[Stored data]
⟨

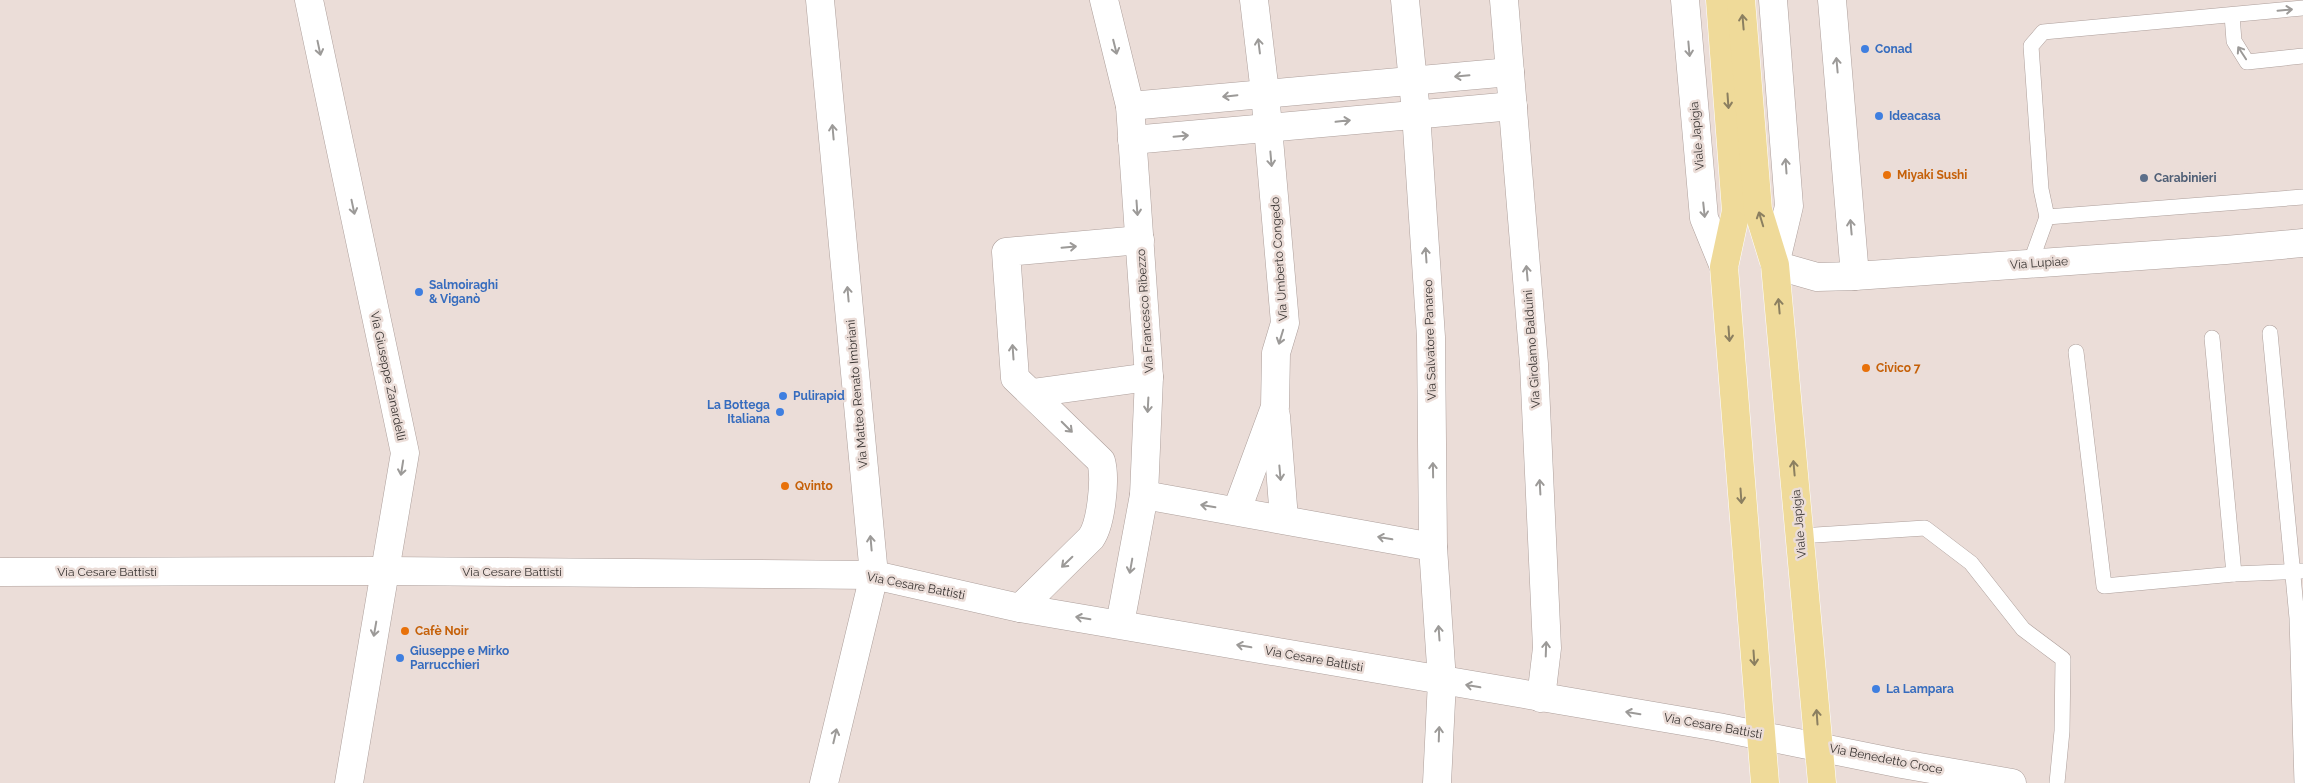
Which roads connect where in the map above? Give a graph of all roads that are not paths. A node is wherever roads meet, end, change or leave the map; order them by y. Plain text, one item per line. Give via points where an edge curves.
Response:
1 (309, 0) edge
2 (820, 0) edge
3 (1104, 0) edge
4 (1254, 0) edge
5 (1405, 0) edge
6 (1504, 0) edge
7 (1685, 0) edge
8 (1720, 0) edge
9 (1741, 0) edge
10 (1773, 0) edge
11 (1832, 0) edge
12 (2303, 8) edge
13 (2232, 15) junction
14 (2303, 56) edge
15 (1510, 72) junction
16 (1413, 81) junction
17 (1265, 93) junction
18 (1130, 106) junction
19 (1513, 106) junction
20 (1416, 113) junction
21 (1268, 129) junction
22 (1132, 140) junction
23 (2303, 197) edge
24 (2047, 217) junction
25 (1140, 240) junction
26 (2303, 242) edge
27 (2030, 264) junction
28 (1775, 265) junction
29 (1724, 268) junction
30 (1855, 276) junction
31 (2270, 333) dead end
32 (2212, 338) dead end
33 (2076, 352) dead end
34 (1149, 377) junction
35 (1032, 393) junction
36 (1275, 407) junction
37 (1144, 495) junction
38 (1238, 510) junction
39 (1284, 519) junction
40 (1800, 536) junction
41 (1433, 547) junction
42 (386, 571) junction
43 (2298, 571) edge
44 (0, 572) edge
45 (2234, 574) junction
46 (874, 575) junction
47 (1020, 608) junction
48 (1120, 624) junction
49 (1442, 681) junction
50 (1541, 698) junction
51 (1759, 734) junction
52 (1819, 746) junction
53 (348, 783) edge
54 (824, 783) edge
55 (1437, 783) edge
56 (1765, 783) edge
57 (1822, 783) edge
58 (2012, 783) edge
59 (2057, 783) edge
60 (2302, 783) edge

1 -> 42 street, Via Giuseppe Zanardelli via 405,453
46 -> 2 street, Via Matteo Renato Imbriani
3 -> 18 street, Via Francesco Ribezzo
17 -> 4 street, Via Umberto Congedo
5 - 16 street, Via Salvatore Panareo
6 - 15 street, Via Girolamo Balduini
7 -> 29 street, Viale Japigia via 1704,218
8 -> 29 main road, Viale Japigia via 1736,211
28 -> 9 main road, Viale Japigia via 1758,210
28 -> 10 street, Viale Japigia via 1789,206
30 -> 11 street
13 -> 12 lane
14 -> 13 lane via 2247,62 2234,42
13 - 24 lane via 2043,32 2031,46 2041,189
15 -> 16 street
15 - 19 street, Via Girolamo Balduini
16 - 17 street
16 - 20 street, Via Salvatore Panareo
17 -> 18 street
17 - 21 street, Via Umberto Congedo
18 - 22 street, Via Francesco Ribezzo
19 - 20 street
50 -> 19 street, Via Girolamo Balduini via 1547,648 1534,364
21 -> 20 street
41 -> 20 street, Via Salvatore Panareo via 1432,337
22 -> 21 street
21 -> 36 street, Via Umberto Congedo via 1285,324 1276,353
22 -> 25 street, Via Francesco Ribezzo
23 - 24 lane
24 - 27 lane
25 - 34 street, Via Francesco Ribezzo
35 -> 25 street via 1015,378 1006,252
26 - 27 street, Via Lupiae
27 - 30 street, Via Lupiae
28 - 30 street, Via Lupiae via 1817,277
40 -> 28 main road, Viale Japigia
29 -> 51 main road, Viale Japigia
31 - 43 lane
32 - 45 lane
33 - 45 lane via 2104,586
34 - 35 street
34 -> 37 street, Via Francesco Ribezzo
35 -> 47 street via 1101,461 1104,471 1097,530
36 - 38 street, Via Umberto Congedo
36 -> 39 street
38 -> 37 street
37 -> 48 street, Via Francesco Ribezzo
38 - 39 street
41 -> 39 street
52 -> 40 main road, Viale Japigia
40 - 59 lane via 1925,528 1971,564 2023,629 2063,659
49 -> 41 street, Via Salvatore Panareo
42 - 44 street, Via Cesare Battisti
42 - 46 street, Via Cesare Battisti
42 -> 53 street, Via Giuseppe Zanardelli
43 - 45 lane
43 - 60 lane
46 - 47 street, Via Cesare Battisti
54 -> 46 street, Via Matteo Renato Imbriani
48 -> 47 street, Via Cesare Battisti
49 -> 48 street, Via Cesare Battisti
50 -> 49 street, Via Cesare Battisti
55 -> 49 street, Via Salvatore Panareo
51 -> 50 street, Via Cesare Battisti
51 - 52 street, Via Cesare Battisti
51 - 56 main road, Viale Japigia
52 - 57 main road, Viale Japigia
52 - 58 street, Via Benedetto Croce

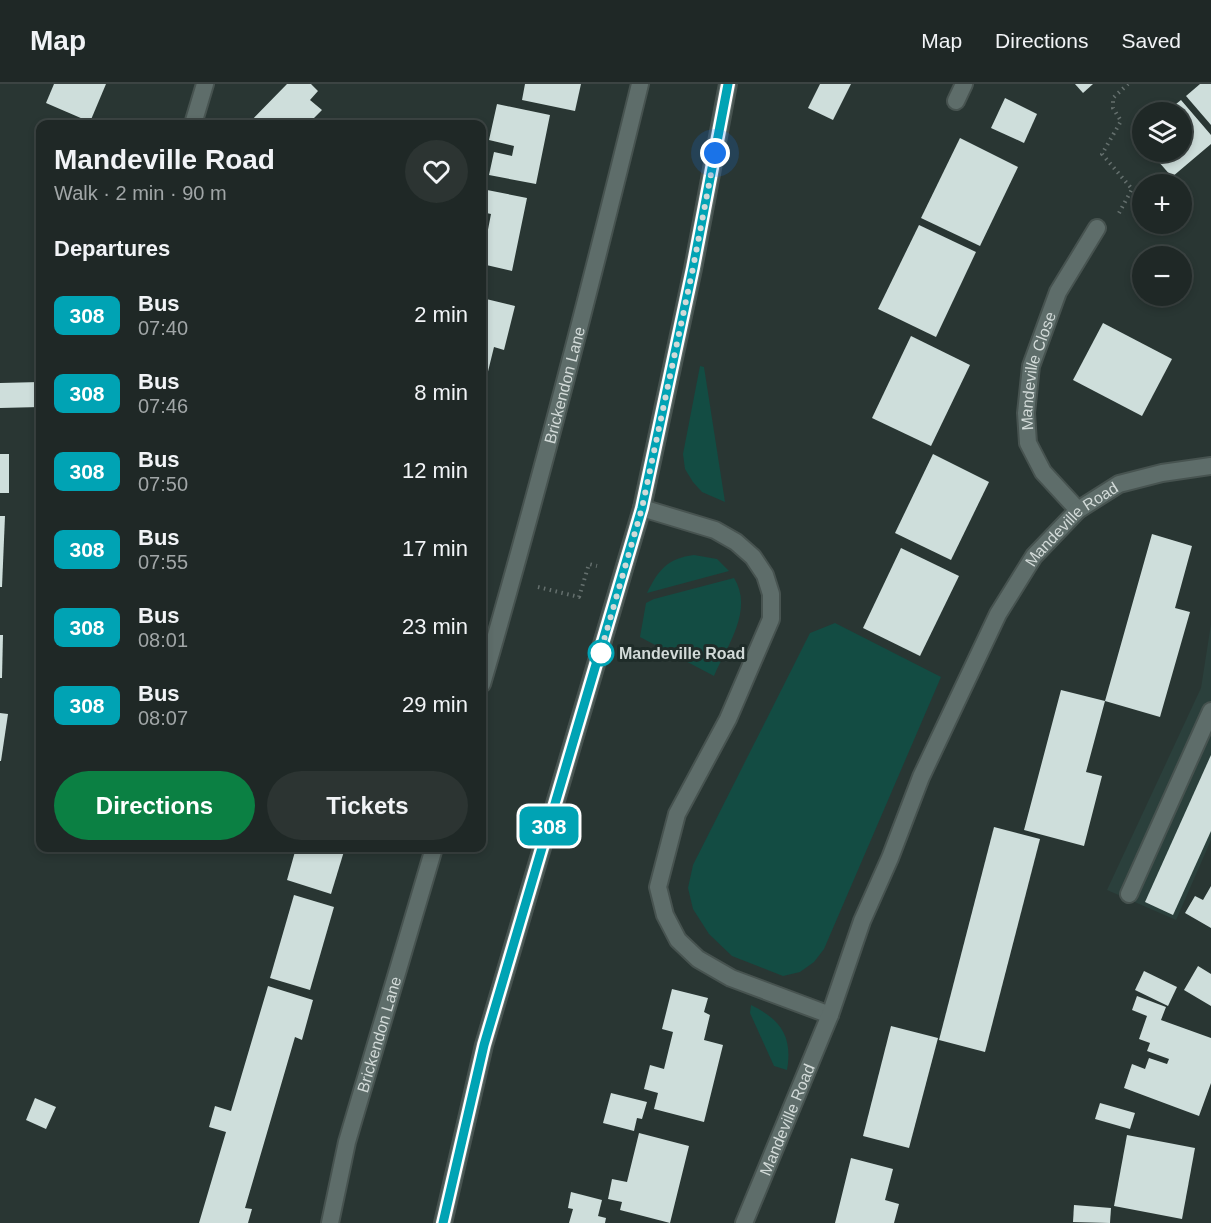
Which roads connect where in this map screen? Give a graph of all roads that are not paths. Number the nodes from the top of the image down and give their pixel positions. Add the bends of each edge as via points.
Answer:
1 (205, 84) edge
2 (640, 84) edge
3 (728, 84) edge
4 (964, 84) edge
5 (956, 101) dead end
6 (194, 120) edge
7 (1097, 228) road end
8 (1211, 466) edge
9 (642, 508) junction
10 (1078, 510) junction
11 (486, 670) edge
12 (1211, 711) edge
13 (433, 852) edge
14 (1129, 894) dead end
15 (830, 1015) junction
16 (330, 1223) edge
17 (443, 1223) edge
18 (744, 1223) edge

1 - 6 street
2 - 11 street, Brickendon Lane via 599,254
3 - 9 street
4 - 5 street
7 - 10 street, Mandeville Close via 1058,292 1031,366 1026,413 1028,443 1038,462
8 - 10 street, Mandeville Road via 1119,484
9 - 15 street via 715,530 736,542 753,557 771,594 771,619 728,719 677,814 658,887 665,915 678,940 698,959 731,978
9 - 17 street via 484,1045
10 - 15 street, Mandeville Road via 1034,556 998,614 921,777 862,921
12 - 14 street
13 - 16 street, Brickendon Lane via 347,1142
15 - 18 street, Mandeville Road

⟩

• Task statement:
An exact copy of all entries is needed, with no pictures in it.

• Problem solution:
Which roads connect where in the map above? Give a graph of all roads that are not paths. A node is wherever roads meet, end, change or leave the map; order them by y. Plain text, one item per line. Give via points where an edge curves.
Response:
1 (309, 0) edge
2 (820, 0) edge
3 (1104, 0) edge
4 (1254, 0) edge
5 (1405, 0) edge
6 (1504, 0) edge
7 (1685, 0) edge
8 (1720, 0) edge
9 (1741, 0) edge
10 (1773, 0) edge
11 (1832, 0) edge
12 (2303, 8) edge
13 (2232, 15) junction
14 (2303, 56) edge
15 (1510, 72) junction
16 (1413, 81) junction
17 (1265, 93) junction
18 (1130, 106) junction
19 (1513, 106) junction
20 (1416, 113) junction
21 (1268, 129) junction
22 (1132, 140) junction
23 (2303, 197) edge
24 (2047, 217) junction
25 (1140, 240) junction
26 (2303, 242) edge
27 (2030, 264) junction
28 (1775, 265) junction
29 (1724, 268) junction
30 (1855, 276) junction
31 (2270, 333) dead end
32 (2212, 338) dead end
33 (2076, 352) dead end
34 (1149, 377) junction
35 (1032, 393) junction
36 (1275, 407) junction
37 (1144, 495) junction
38 (1238, 510) junction
39 (1284, 519) junction
40 (1800, 536) junction
41 (1433, 547) junction
42 (386, 571) junction
43 (2298, 571) edge
44 (0, 572) edge
45 (2234, 574) junction
46 (874, 575) junction
47 (1020, 608) junction
48 (1120, 624) junction
49 (1442, 681) junction
50 (1541, 698) junction
51 (1759, 734) junction
52 (1819, 746) junction
53 (348, 783) edge
54 (824, 783) edge
55 (1437, 783) edge
56 (1765, 783) edge
57 (1822, 783) edge
58 (2012, 783) edge
59 (2057, 783) edge
60 (2302, 783) edge

1 -> 42 street, Via Giuseppe Zanardelli via 405,453
46 -> 2 street, Via Matteo Renato Imbriani
3 -> 18 street, Via Francesco Ribezzo
17 -> 4 street, Via Umberto Congedo
5 - 16 street, Via Salvatore Panareo
6 - 15 street, Via Girolamo Balduini
7 -> 29 street, Viale Japigia via 1704,218
8 -> 29 main road, Viale Japigia via 1736,211
28 -> 9 main road, Viale Japigia via 1758,210
28 -> 10 street, Viale Japigia via 1789,206
30 -> 11 street
13 -> 12 lane
14 -> 13 lane via 2247,62 2234,42
13 - 24 lane via 2043,32 2031,46 2041,189
15 -> 16 street
15 - 19 street, Via Girolamo Balduini
16 - 17 street
16 - 20 street, Via Salvatore Panareo
17 -> 18 street
17 - 21 street, Via Umberto Congedo
18 - 22 street, Via Francesco Ribezzo
19 - 20 street
50 -> 19 street, Via Girolamo Balduini via 1547,648 1534,364
21 -> 20 street
41 -> 20 street, Via Salvatore Panareo via 1432,337
22 -> 21 street
21 -> 36 street, Via Umberto Congedo via 1285,324 1276,353
22 -> 25 street, Via Francesco Ribezzo
23 - 24 lane
24 - 27 lane
25 - 34 street, Via Francesco Ribezzo
35 -> 25 street via 1015,378 1006,252
26 - 27 street, Via Lupiae
27 - 30 street, Via Lupiae
28 - 30 street, Via Lupiae via 1817,277
40 -> 28 main road, Viale Japigia
29 -> 51 main road, Viale Japigia
31 - 43 lane
32 - 45 lane
33 - 45 lane via 2104,586
34 - 35 street
34 -> 37 street, Via Francesco Ribezzo
35 -> 47 street via 1101,461 1104,471 1097,530
36 - 38 street, Via Umberto Congedo
36 -> 39 street
38 -> 37 street
37 -> 48 street, Via Francesco Ribezzo
38 - 39 street
41 -> 39 street
52 -> 40 main road, Viale Japigia
40 - 59 lane via 1925,528 1971,564 2023,629 2063,659
49 -> 41 street, Via Salvatore Panareo
42 - 44 street, Via Cesare Battisti
42 - 46 street, Via Cesare Battisti
42 -> 53 street, Via Giuseppe Zanardelli
43 - 45 lane
43 - 60 lane
46 - 47 street, Via Cesare Battisti
54 -> 46 street, Via Matteo Renato Imbriani
48 -> 47 street, Via Cesare Battisti
49 -> 48 street, Via Cesare Battisti
50 -> 49 street, Via Cesare Battisti
55 -> 49 street, Via Salvatore Panareo
51 -> 50 street, Via Cesare Battisti
51 - 52 street, Via Cesare Battisti
51 - 56 main road, Viale Japigia
52 - 57 main road, Viale Japigia
52 - 58 street, Via Benedetto Croce

Which roads connect where in this map screen? Give a graph of all roads that are not paths. Number the nodes from the top of the image down and give their pixel positions. Add the bends of each edge as via points.
Answer:
1 (205, 84) edge
2 (640, 84) edge
3 (728, 84) edge
4 (964, 84) edge
5 (956, 101) dead end
6 (194, 120) edge
7 (1097, 228) road end
8 (1211, 466) edge
9 (642, 508) junction
10 (1078, 510) junction
11 (486, 670) edge
12 (1211, 711) edge
13 (433, 852) edge
14 (1129, 894) dead end
15 (830, 1015) junction
16 (330, 1223) edge
17 (443, 1223) edge
18 (744, 1223) edge

1 - 6 street
2 - 11 street, Brickendon Lane via 599,254
3 - 9 street
4 - 5 street
7 - 10 street, Mandeville Close via 1058,292 1031,366 1026,413 1028,443 1038,462
8 - 10 street, Mandeville Road via 1119,484
9 - 15 street via 715,530 736,542 753,557 771,594 771,619 728,719 677,814 658,887 665,915 678,940 698,959 731,978
9 - 17 street via 484,1045
10 - 15 street, Mandeville Road via 1034,556 998,614 921,777 862,921
12 - 14 street
13 - 16 street, Brickendon Lane via 347,1142
15 - 18 street, Mandeville Road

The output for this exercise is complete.